### What you need to do
Output all records precisely as written.

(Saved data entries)
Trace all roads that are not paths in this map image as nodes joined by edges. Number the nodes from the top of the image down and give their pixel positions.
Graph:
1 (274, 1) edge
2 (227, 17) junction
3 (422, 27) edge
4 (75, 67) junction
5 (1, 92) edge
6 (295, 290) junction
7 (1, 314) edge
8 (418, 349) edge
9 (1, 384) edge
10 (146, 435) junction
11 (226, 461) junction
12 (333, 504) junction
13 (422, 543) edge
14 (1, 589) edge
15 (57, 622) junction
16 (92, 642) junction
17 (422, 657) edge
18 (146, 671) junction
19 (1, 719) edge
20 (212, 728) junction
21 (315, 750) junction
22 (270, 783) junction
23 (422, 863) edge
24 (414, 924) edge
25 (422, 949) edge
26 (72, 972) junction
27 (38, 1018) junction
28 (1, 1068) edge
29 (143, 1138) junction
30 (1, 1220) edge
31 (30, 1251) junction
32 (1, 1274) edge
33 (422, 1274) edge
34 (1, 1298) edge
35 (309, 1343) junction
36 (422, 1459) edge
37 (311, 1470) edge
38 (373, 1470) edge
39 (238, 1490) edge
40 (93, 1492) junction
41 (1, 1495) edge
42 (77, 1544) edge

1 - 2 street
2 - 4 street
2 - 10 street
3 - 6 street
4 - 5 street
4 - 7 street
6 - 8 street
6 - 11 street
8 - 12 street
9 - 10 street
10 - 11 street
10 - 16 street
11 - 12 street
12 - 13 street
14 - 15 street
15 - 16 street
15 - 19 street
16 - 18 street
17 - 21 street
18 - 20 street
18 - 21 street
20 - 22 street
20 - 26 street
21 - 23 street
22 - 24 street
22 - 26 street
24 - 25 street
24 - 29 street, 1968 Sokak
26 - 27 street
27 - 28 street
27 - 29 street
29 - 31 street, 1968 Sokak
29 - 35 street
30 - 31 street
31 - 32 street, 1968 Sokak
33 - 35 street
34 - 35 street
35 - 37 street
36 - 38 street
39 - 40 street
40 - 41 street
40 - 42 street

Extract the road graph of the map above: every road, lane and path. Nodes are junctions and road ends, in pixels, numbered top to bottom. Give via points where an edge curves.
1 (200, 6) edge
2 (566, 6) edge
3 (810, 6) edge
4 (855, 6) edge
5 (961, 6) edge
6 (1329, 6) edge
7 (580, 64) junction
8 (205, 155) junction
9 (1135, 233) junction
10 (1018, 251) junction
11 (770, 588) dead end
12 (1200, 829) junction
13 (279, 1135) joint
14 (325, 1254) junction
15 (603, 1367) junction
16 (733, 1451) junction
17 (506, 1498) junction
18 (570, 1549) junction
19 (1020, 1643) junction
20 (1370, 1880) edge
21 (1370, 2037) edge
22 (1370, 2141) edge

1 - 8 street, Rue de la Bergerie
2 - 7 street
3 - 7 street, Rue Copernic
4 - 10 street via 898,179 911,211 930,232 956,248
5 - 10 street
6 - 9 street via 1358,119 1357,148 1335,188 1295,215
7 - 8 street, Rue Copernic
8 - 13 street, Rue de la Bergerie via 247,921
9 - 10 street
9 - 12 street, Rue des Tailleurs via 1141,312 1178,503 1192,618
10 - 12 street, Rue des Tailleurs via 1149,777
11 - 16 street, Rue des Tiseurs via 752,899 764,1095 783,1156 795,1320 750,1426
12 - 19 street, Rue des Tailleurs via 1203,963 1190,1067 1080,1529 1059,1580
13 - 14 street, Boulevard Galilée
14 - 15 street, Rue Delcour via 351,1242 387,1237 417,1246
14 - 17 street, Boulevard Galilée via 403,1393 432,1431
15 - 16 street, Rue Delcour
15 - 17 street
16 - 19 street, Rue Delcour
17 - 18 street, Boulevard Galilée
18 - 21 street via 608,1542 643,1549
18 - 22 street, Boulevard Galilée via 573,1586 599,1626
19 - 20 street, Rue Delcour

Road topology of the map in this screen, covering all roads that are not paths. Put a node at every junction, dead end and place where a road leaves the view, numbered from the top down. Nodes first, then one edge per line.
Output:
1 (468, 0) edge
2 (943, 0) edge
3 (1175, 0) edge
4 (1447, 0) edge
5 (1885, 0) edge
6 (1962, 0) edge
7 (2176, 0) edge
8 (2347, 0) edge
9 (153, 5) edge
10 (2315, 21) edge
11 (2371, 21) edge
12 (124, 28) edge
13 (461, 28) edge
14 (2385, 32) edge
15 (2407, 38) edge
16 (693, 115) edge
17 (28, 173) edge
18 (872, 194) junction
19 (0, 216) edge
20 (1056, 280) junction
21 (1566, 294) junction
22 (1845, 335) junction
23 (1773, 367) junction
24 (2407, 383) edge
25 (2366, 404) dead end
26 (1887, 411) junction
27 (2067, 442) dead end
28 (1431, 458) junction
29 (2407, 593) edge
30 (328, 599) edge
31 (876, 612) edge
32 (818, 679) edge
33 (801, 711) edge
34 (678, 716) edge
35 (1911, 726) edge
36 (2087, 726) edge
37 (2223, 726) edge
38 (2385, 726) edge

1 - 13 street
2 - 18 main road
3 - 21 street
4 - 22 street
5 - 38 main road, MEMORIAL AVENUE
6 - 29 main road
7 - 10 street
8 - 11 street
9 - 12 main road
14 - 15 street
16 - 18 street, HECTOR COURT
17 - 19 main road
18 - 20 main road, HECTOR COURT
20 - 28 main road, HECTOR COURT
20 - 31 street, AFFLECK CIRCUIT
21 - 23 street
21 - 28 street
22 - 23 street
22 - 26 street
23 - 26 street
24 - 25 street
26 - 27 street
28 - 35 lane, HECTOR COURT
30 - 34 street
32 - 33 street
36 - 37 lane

### Response
Trace all roads that are not paths in this map image as nodes joined by edges. Number the nodes from the top of the image down and give their pixel positions.
Graph:
1 (274, 1) edge
2 (227, 17) junction
3 (422, 27) edge
4 (75, 67) junction
5 (1, 92) edge
6 (295, 290) junction
7 (1, 314) edge
8 (418, 349) edge
9 (1, 384) edge
10 (146, 435) junction
11 (226, 461) junction
12 (333, 504) junction
13 (422, 543) edge
14 (1, 589) edge
15 (57, 622) junction
16 (92, 642) junction
17 (422, 657) edge
18 (146, 671) junction
19 (1, 719) edge
20 (212, 728) junction
21 (315, 750) junction
22 (270, 783) junction
23 (422, 863) edge
24 (414, 924) edge
25 (422, 949) edge
26 (72, 972) junction
27 (38, 1018) junction
28 (1, 1068) edge
29 (143, 1138) junction
30 (1, 1220) edge
31 (30, 1251) junction
32 (1, 1274) edge
33 (422, 1274) edge
34 (1, 1298) edge
35 (309, 1343) junction
36 (422, 1459) edge
37 (311, 1470) edge
38 (373, 1470) edge
39 (238, 1490) edge
40 (93, 1492) junction
41 (1, 1495) edge
42 (77, 1544) edge

1 - 2 street
2 - 4 street
2 - 10 street
3 - 6 street
4 - 5 street
4 - 7 street
6 - 8 street
6 - 11 street
8 - 12 street
9 - 10 street
10 - 11 street
10 - 16 street
11 - 12 street
12 - 13 street
14 - 15 street
15 - 16 street
15 - 19 street
16 - 18 street
17 - 21 street
18 - 20 street
18 - 21 street
20 - 22 street
20 - 26 street
21 - 23 street
22 - 24 street
22 - 26 street
24 - 25 street
24 - 29 street, 1968 Sokak
26 - 27 street
27 - 28 street
27 - 29 street
29 - 31 street, 1968 Sokak
29 - 35 street
30 - 31 street
31 - 32 street, 1968 Sokak
33 - 35 street
34 - 35 street
35 - 37 street
36 - 38 street
39 - 40 street
40 - 41 street
40 - 42 street

Extract the road graph of the map above: every road, lane and path. Nodes are junctions and road ends, in pixels, numbered top to bottom. Give via points where an edge curves.
1 (200, 6) edge
2 (566, 6) edge
3 (810, 6) edge
4 (855, 6) edge
5 (961, 6) edge
6 (1329, 6) edge
7 (580, 64) junction
8 (205, 155) junction
9 (1135, 233) junction
10 (1018, 251) junction
11 (770, 588) dead end
12 (1200, 829) junction
13 (279, 1135) joint
14 (325, 1254) junction
15 (603, 1367) junction
16 (733, 1451) junction
17 (506, 1498) junction
18 (570, 1549) junction
19 (1020, 1643) junction
20 (1370, 1880) edge
21 (1370, 2037) edge
22 (1370, 2141) edge

1 - 8 street, Rue de la Bergerie
2 - 7 street
3 - 7 street, Rue Copernic
4 - 10 street via 898,179 911,211 930,232 956,248
5 - 10 street
6 - 9 street via 1358,119 1357,148 1335,188 1295,215
7 - 8 street, Rue Copernic
8 - 13 street, Rue de la Bergerie via 247,921
9 - 10 street
9 - 12 street, Rue des Tailleurs via 1141,312 1178,503 1192,618
10 - 12 street, Rue des Tailleurs via 1149,777
11 - 16 street, Rue des Tiseurs via 752,899 764,1095 783,1156 795,1320 750,1426
12 - 19 street, Rue des Tailleurs via 1203,963 1190,1067 1080,1529 1059,1580
13 - 14 street, Boulevard Galilée
14 - 15 street, Rue Delcour via 351,1242 387,1237 417,1246
14 - 17 street, Boulevard Galilée via 403,1393 432,1431
15 - 16 street, Rue Delcour
15 - 17 street
16 - 19 street, Rue Delcour
17 - 18 street, Boulevard Galilée
18 - 21 street via 608,1542 643,1549
18 - 22 street, Boulevard Galilée via 573,1586 599,1626
19 - 20 street, Rue Delcour

Road topology of the map in this screen, covering all roads that are not paths. Put a node at every junction, dead end and place where a road leaves the view, numbered from the top down. Nodes first, then one edge per line.
Output:
1 (468, 0) edge
2 (943, 0) edge
3 (1175, 0) edge
4 (1447, 0) edge
5 (1885, 0) edge
6 (1962, 0) edge
7 (2176, 0) edge
8 (2347, 0) edge
9 (153, 5) edge
10 (2315, 21) edge
11 (2371, 21) edge
12 (124, 28) edge
13 (461, 28) edge
14 (2385, 32) edge
15 (2407, 38) edge
16 (693, 115) edge
17 (28, 173) edge
18 (872, 194) junction
19 (0, 216) edge
20 (1056, 280) junction
21 (1566, 294) junction
22 (1845, 335) junction
23 (1773, 367) junction
24 (2407, 383) edge
25 (2366, 404) dead end
26 (1887, 411) junction
27 (2067, 442) dead end
28 (1431, 458) junction
29 (2407, 593) edge
30 (328, 599) edge
31 (876, 612) edge
32 (818, 679) edge
33 (801, 711) edge
34 (678, 716) edge
35 (1911, 726) edge
36 (2087, 726) edge
37 (2223, 726) edge
38 (2385, 726) edge

1 - 13 street
2 - 18 main road
3 - 21 street
4 - 22 street
5 - 38 main road, MEMORIAL AVENUE
6 - 29 main road
7 - 10 street
8 - 11 street
9 - 12 main road
14 - 15 street
16 - 18 street, HECTOR COURT
17 - 19 main road
18 - 20 main road, HECTOR COURT
20 - 28 main road, HECTOR COURT
20 - 31 street, AFFLECK CIRCUIT
21 - 23 street
21 - 28 street
22 - 23 street
22 - 26 street
23 - 26 street
24 - 25 street
26 - 27 street
28 - 35 lane, HECTOR COURT
30 - 34 street
32 - 33 street
36 - 37 lane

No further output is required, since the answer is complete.